[Provided records]:
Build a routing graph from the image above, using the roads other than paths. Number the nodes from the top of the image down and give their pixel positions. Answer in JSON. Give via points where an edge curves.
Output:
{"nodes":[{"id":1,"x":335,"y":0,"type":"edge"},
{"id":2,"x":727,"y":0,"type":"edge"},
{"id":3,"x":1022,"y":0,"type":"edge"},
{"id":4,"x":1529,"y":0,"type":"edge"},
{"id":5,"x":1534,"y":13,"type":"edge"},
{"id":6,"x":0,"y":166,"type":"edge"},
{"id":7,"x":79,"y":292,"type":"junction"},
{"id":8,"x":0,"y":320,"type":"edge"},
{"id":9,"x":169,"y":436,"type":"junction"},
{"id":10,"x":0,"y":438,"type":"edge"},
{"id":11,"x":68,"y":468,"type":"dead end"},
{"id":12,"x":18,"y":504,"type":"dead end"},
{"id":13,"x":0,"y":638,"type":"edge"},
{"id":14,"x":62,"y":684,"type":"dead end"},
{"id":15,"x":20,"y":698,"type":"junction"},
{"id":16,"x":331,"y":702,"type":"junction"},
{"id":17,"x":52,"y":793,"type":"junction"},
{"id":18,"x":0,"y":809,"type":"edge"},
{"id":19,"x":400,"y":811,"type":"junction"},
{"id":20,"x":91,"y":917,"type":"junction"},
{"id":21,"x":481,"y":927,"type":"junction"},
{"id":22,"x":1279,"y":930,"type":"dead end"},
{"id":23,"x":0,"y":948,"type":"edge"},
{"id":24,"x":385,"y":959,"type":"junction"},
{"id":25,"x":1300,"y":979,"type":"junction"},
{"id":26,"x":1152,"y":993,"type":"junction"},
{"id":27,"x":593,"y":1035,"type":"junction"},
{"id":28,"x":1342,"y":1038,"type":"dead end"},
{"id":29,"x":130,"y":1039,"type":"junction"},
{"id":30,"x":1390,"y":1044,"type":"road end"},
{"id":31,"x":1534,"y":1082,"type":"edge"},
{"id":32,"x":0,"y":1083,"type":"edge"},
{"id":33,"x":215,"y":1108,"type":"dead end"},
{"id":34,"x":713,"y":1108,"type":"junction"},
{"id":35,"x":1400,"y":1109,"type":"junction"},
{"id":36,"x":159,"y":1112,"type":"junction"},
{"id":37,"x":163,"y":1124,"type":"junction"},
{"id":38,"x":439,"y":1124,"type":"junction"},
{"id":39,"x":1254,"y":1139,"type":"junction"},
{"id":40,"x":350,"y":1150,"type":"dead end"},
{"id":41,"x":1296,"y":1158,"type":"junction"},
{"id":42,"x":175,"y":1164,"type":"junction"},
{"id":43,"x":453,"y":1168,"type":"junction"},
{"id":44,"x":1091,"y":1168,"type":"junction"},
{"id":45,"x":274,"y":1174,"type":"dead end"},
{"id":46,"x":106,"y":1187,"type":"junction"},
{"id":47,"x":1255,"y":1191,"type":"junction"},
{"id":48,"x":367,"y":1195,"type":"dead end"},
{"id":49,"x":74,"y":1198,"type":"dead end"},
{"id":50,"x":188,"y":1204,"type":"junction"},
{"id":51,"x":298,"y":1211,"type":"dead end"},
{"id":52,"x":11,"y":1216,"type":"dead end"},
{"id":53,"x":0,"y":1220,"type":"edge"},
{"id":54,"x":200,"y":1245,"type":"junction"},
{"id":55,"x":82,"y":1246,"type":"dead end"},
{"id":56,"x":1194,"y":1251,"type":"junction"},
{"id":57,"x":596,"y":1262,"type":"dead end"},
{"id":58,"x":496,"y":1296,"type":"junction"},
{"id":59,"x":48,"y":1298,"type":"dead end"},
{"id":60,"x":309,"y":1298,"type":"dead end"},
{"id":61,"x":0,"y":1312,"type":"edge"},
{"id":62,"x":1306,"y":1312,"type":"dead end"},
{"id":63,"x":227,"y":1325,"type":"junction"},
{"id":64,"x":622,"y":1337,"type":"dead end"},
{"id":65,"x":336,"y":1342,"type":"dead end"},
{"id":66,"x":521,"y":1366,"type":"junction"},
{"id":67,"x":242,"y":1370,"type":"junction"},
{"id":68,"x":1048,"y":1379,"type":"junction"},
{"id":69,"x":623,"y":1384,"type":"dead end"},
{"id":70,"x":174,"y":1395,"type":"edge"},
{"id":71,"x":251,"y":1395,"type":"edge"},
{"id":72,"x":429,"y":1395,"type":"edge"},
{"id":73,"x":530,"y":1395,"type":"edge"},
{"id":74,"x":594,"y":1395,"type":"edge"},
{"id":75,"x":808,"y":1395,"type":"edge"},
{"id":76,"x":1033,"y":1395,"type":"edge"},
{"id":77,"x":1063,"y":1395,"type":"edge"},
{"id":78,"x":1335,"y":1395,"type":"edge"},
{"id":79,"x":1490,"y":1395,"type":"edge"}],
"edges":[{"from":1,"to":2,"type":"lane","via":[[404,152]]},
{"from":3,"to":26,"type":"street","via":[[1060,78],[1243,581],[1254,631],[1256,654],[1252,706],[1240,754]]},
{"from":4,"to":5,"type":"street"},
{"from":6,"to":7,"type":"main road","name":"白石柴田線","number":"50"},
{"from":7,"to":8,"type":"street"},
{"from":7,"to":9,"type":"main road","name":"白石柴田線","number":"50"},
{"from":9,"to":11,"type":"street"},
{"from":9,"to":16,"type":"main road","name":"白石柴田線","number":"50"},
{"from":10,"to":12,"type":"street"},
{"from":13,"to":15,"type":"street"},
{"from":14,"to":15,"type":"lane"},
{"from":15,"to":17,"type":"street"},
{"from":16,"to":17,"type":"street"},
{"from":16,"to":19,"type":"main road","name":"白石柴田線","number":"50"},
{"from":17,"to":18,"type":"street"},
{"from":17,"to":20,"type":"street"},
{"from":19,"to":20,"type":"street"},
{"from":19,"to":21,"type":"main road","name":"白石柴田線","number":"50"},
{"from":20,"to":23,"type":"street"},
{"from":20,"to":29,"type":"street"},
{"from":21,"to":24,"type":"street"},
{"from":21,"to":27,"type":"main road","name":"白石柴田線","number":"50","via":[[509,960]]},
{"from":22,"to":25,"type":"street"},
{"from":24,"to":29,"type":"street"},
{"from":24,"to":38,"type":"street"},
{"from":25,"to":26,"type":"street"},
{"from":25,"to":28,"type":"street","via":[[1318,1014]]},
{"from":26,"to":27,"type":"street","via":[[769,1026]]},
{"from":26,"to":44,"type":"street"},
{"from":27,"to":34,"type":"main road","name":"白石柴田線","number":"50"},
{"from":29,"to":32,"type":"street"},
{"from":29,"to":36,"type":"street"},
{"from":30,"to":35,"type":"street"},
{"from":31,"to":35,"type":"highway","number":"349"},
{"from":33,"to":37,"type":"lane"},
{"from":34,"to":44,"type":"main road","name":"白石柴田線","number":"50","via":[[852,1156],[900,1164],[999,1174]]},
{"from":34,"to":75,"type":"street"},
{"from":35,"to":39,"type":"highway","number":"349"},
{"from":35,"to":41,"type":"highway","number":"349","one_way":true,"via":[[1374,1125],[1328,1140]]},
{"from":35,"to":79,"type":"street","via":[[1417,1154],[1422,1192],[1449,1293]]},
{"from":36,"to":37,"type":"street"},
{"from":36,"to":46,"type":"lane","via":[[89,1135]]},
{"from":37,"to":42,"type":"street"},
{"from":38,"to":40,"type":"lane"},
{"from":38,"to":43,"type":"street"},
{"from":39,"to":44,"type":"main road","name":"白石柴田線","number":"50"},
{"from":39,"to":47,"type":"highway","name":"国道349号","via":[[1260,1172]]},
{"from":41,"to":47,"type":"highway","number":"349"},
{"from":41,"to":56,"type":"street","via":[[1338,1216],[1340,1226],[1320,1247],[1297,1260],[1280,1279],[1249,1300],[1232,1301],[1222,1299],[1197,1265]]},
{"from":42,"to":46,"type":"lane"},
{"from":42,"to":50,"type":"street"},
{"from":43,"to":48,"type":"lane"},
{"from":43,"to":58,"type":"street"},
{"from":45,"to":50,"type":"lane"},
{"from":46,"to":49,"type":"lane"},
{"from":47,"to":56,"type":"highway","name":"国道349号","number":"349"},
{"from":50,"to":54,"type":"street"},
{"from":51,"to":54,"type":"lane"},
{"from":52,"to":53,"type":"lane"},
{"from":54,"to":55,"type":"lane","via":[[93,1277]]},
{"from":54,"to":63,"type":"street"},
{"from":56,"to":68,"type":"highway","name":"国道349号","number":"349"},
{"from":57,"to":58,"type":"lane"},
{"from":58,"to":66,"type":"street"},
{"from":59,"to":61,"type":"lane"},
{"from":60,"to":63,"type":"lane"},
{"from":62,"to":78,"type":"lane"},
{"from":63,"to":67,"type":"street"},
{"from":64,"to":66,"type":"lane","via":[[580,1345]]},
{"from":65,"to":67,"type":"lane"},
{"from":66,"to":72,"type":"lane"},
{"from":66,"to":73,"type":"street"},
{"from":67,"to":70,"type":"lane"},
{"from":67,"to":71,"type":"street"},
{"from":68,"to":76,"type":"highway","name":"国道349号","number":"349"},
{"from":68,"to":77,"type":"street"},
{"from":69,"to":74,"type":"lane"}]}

[Problem details]: Scan the material for the word "highway". Return every line where it is found.

[Response box]:
{"from":31,"to":35,"type":"highway","number":"349"},
{"from":35,"to":39,"type":"highway","number":"349"},
{"from":35,"to":41,"type":"highway","number":"349","one_way":true,"via":[[1374,1125],[1328,1140]]},
{"from":39,"to":47,"type":"highway","name":"国道349号","via":[[1260,1172]]},
{"from":41,"to":47,"type":"highway","number":"349"},
{"from":47,"to":56,"type":"highway","name":"国道349号","number":"349"},
{"from":56,"to":68,"type":"highway","name":"国道349号","number":"349"},
{"from":68,"to":76,"type":"highway","name":"国道349号","number":"349"},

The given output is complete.